Throughout this document, values expressed in a range format should be interpreted in a flexible manner to include not only the numerical values explicitly recited as the limits of the range, but also to include all the individual numerical values or sub-ranges encompassed within that range as if each numerical value and sub-range is explicitly recited. For example, a range of “about 0.1% to about 5%” or “about 0.1% to 5%” should be interpreted to include not just about 0.1% to about 5%, but also the individual values (e.g., 1%, 2%, 3%, and 4%) and the sub-ranges (e.g., 0.1% to 0.5%, 1.1% to 2.2%, 3.3% to 4.4%) within the indicated range. The statement “about X to Y” has the same meaning as “about X to about Y,” unless indicated otherwise. Likewise, the statement “about X, Y, or about Z” has the same meaning as “about X, about Y, or about Z,” unless indicated otherwise.

In this document, the terms “a,” “an,” or “the” are used to include one or more than one unless the context clearly dictates otherwise. The term “or” is used to refer to a nonexclusive “or” unless otherwise indicated. The statement “at least one of A and B” has the same meaning as “A, B, or A and B.” In addition, it is to be understood that the phraseology or terminology employed herein, and not otherwise defined, is for the purpose of description only and not of limitation. Any use of section headings is intended to aid reading of the document and is not to be interpreted as limiting; information that is relevant to a section heading may occur within or outside of that particular section.

In the methods described herein, the acts can be carried out in any order without departing from the principles of the invention, except when a temporal or operational sequence is explicitly recited. Furthermore, specified acts can be carried out concurrently unless explicit claim language recites that they be carried out separately. For example, a claimed act of doing X and a claimed act of doing Y can be conducted simultaneously within a single operation, and the resulting process will fall within the literal scope of the claimed process.
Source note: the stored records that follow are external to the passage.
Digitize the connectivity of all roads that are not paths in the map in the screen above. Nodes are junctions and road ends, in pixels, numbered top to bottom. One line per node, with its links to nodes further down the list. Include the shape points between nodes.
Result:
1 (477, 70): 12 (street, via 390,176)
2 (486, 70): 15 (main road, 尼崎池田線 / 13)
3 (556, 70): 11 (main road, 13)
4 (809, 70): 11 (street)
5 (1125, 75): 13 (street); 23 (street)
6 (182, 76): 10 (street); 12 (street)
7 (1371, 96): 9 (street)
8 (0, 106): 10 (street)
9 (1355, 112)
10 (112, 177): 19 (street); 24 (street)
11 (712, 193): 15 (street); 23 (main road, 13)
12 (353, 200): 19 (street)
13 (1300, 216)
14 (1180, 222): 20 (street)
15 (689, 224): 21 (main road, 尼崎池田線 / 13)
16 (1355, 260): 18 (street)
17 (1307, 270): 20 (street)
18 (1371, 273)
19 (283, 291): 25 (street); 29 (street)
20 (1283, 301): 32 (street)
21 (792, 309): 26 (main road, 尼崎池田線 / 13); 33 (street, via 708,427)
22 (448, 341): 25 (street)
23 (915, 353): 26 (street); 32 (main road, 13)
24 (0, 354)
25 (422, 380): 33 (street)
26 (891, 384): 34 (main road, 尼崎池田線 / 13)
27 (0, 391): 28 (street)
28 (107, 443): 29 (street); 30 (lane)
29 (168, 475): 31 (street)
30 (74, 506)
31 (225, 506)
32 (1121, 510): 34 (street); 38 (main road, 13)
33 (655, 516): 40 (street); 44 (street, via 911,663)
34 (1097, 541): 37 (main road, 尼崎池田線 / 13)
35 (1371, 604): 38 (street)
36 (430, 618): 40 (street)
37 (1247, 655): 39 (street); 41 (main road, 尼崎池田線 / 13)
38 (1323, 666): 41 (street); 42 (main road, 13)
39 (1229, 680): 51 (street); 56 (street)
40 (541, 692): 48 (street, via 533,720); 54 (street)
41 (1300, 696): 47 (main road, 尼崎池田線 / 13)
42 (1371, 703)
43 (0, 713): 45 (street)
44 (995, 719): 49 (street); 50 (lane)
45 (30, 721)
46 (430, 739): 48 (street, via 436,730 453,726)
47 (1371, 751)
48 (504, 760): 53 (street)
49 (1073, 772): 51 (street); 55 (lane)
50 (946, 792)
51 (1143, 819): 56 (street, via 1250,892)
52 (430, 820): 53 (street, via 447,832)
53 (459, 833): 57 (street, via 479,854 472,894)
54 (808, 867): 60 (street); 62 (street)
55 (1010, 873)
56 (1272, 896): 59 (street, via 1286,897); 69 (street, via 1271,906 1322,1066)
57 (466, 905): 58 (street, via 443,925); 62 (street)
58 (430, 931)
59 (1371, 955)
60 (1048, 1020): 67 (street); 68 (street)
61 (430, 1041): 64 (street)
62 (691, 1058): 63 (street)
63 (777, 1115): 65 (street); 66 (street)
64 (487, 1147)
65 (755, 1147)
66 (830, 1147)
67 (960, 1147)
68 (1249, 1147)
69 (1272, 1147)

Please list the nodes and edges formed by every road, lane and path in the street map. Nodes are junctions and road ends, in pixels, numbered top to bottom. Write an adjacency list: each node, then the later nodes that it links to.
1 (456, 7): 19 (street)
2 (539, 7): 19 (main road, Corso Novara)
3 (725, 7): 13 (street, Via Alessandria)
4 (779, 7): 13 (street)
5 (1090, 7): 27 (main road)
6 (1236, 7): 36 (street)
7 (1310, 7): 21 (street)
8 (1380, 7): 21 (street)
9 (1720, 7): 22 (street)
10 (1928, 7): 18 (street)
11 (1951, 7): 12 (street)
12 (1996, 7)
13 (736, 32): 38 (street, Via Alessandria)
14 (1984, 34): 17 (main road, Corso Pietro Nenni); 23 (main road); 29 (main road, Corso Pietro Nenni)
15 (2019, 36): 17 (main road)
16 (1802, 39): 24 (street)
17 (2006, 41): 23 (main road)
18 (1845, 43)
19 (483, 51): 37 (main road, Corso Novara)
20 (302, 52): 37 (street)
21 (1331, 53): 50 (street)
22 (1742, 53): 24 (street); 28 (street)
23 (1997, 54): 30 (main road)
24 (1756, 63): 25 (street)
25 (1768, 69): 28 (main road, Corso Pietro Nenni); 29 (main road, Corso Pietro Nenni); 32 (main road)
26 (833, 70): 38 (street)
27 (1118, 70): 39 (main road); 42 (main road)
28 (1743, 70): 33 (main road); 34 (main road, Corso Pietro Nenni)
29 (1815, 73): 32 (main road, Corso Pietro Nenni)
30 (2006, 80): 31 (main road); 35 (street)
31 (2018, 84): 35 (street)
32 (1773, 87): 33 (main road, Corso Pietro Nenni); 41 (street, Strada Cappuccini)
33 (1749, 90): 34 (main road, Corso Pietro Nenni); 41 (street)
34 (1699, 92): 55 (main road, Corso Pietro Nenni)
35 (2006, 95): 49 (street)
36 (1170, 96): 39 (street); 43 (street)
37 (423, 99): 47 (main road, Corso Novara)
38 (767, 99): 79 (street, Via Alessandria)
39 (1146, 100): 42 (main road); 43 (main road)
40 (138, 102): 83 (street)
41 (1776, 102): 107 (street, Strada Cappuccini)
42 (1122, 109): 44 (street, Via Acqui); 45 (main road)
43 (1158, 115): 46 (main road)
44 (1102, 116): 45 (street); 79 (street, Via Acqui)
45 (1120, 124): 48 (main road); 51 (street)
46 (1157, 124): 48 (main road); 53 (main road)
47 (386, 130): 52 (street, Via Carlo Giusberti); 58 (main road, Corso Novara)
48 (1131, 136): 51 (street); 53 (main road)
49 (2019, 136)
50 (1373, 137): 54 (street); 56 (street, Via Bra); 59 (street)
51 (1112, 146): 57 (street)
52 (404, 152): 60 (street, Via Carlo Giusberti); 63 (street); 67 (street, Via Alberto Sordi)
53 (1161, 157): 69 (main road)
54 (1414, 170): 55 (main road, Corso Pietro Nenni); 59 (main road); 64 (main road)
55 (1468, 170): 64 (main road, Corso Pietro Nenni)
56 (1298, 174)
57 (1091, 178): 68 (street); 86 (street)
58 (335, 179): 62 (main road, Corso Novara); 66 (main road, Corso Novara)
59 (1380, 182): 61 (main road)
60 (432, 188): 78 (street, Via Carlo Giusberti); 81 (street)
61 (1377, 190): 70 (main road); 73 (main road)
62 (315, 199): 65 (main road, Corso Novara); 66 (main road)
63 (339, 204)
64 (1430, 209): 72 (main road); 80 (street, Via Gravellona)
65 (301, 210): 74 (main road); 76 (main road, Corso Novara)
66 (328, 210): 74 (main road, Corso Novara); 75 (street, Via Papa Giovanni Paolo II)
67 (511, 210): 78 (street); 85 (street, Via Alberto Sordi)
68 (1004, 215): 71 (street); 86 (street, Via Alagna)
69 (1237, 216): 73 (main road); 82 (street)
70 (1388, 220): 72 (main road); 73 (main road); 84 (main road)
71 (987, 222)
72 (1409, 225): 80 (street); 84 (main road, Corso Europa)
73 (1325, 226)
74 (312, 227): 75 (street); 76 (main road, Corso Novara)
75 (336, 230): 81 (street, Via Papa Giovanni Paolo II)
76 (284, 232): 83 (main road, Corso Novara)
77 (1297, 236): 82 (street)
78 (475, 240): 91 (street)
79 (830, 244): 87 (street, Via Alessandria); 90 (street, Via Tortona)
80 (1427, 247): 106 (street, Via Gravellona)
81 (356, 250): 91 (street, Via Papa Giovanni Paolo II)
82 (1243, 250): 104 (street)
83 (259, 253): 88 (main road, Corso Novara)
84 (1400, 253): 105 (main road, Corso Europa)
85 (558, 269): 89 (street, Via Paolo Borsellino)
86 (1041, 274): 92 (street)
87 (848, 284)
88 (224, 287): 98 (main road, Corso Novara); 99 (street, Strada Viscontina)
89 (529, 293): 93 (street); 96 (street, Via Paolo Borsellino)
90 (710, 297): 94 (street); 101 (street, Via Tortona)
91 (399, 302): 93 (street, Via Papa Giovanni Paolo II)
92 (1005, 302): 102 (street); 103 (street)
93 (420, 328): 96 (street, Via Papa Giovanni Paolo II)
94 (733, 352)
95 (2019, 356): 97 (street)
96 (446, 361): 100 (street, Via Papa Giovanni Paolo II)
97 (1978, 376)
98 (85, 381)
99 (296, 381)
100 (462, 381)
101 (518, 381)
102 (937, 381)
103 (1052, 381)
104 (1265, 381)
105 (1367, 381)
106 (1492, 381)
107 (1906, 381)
The term “about” as used herein can allow for a degree of variability in a value or range, for example, within 10%, within 5%, or within 1% of a stated value or of a stated limit of a range and includes the exact stated value or range.

The term “substantially” as used herein refers to a majority of, or mostly, as in at least about 50%, 60%, 70%, 80%, 90%, 95%, 96%, 97%, 98%, 99%, 99.5%, 99.9%, 99.99%, or at least about 99.999% or more, or 100%.

One aspect of various embodiments of the invention is to deliver a therapeutic agent such as paclitaxel, taxol, docetaxel, rapamycin, sirolimus, zotarolimus, tacrolimus, everolimus, mTOR inhibitors, or their analogues, to the wall of a body lumen to treat or prevent a narrowing or stricture. These drugs can be considered anti-inflammatory or antiproliferative drugs. The stricture can be in a vascular lumen (e.g., a vascular stenosis in a coronary artery or a peripheral artery) or the stricture can be in a nonvascular lumen. The drug can be a water-insoluble drug.